President Johnson unboxes a series of ceremonial pens to sign the Civil Rights Act
Leonard Pitts pays tribute to the Civil Rights Act at 50... Ross Douthat joins the chorus of conservatives opining on campus rape... Juan Cole calls timeout on those ready to declare the Arab Spring ended... but first...
Carl Hiaasen speaks for us all.
As Iraq ruptures into fragments, none other than Dick Cheney has shambled forth to blame Barack Obama.
“Rarely has a U.S. president been so wrong so much at the expense of so many,” the former vice president huffed in a Wall Street Journal column, blind to the irony of his own toxic self-righteousness.
No American political figure in recent history has been dead wrong as consistently as Cheney, or as loathe to admit it.

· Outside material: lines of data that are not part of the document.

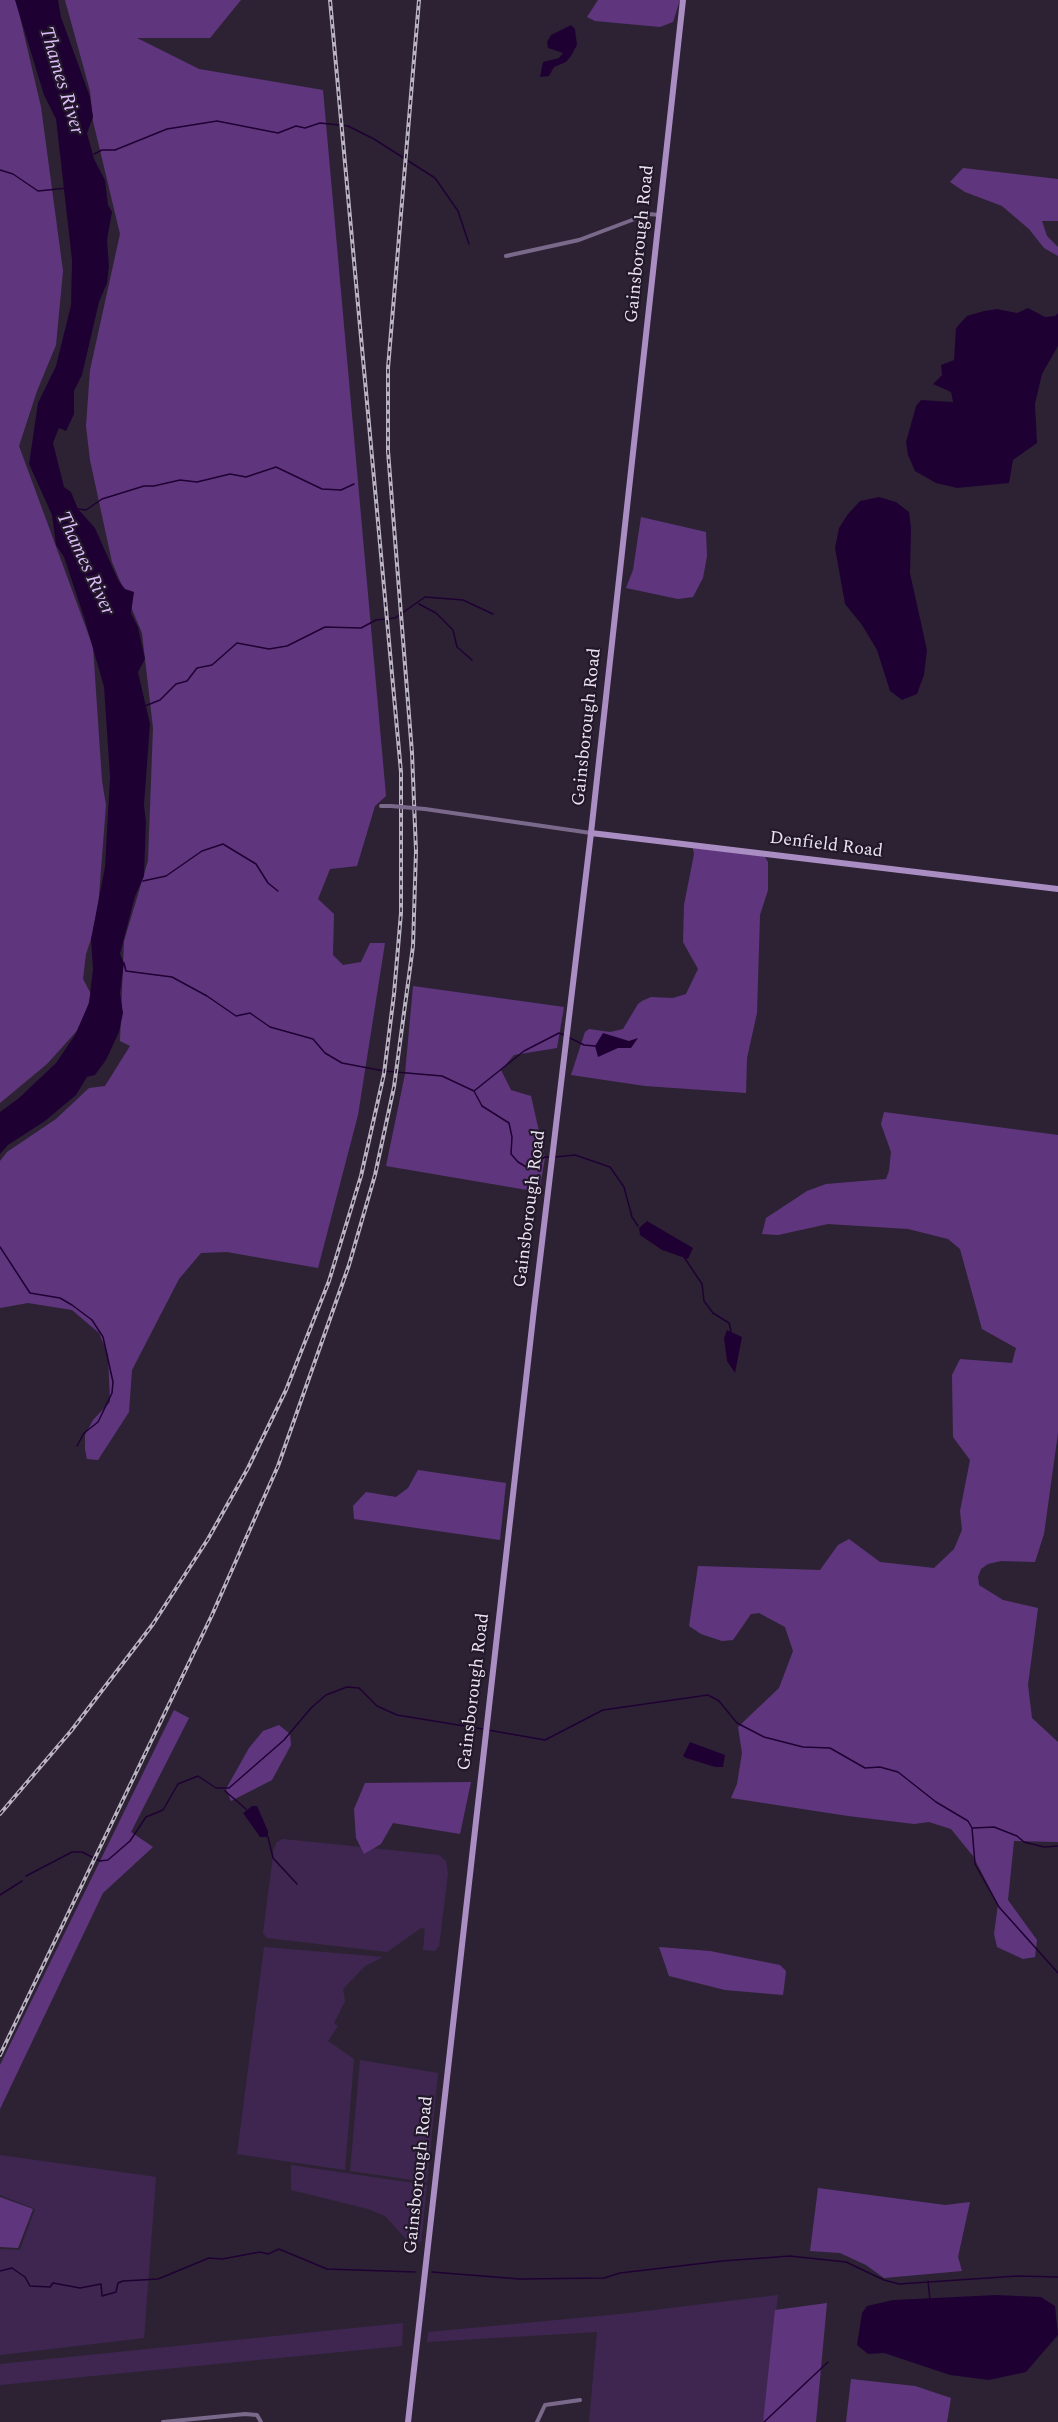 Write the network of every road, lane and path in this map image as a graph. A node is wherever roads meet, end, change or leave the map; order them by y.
1 (683, 0) edge
2 (660, 215) junction
3 (507, 256) dead end
4 (381, 806) dead end
5 (591, 833) junction
6 (1058, 889) edge
7 (580, 2400) dead end
8 (163, 2422) edge
9 (261, 2422) edge
10 (408, 2422) edge
11 (537, 2422) edge

1 - 2 main road, Gainsborough Road
2 - 3 street
2 - 5 main road, Gainsborough Road
4 - 5 street, bridge
5 - 6 main road, Denfield Road
5 - 10 main road, Gainsborough Road
7 - 11 street
8 - 9 street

It was he and George W. Bush who set in the motion the catastrophe now unspooling in Iraq. The decision to invade was peddled to Congress and the American people with a campaign of myth-making that Cheney still refuses to disown.
Long after Bush was forced to concede that Iraq had no weapons of mass destruction, and long after U.S. intelligence agencies affirmed that Saddam Hussein had no connection to al Qaida, Cheney continued to promote these discredited scenarios to justify his own hyperbolic cheerleading for the war.
Remember, this is the same arrogant boob who predicted that U.S. troops would be welcomed as “liberators.”
Seriously, there is no man in recent history who has earned the scorn of the world like Dick Cheney.
Now Cheney is pathetically trying to elevate his lowly place in history by attacking Obama for letting Iraq go to pieces.
In truth, the collapse began March 19, 2003, the day we started the “shock and awe” bombing.
For some reason people seem surprised that a nation we attacked expressly to weaken and destabilize, is weak and unstable. That we later invented a "spreading democracy" propaganda initiative after openly moving against Iraq with the declared intent of destroying its ability to defend and govern itself, did not unscramble Humpty Dumpty.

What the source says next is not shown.